• _Requirement_: Number of lines with "Bevershoekstraat" in the data: give that figure by itself.

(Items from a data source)
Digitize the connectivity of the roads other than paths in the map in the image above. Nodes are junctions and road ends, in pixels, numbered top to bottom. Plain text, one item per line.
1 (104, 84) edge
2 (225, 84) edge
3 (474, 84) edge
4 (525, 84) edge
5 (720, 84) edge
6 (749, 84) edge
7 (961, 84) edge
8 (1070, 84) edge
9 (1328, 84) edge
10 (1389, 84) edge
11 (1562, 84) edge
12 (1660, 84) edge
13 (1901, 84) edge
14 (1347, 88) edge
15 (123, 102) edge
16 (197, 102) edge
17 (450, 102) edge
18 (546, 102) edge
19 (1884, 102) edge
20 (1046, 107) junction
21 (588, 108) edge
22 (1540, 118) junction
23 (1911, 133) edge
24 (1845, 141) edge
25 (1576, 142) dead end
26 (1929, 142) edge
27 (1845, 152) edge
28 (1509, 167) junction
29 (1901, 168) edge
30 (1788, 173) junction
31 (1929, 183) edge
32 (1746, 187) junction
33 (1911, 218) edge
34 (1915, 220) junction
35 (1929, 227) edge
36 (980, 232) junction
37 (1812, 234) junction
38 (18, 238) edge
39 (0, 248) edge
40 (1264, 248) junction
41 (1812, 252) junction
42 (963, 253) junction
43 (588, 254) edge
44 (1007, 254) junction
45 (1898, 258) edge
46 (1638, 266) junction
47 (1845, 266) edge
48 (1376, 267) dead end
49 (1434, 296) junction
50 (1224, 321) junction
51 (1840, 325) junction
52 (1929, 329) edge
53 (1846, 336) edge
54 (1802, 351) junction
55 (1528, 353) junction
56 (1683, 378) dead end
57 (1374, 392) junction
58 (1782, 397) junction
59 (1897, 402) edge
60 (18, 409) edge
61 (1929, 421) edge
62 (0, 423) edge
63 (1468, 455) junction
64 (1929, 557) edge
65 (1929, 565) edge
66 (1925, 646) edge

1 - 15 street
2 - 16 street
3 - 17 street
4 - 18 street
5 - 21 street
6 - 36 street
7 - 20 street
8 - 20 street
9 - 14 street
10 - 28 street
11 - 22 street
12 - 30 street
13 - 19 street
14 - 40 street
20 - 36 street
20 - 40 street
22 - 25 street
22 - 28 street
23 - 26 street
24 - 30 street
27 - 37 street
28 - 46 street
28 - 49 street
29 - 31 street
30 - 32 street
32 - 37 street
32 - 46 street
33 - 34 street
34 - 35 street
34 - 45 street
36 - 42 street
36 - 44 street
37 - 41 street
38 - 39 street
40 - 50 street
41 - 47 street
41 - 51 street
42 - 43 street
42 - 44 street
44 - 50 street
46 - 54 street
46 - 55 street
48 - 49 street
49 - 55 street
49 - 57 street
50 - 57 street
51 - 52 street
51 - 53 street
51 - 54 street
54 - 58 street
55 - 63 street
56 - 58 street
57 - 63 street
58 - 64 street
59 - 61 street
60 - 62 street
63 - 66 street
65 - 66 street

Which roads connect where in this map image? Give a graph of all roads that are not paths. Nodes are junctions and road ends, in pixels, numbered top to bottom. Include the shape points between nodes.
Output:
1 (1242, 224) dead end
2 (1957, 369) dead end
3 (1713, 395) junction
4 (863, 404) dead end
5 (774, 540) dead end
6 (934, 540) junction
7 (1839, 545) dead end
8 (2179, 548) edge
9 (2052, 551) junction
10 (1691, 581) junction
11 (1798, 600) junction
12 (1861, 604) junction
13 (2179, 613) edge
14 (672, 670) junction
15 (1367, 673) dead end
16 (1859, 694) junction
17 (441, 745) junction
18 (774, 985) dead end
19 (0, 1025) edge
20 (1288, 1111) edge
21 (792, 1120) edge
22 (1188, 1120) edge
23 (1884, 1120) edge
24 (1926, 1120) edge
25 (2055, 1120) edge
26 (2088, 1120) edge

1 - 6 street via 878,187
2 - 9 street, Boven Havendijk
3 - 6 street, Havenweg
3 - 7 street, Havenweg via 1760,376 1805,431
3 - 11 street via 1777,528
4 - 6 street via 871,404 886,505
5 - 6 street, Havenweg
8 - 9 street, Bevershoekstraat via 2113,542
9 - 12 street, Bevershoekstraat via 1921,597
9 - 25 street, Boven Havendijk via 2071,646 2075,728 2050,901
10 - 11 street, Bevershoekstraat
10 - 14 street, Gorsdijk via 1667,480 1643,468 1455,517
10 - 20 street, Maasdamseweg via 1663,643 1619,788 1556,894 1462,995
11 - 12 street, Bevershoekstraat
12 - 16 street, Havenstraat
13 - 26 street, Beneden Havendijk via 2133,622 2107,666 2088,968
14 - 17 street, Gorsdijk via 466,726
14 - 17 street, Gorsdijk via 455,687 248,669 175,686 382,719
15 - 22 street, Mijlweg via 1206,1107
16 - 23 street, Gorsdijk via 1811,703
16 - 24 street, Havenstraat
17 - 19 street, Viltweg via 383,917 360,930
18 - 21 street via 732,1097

• _Answer to this exercise_: 4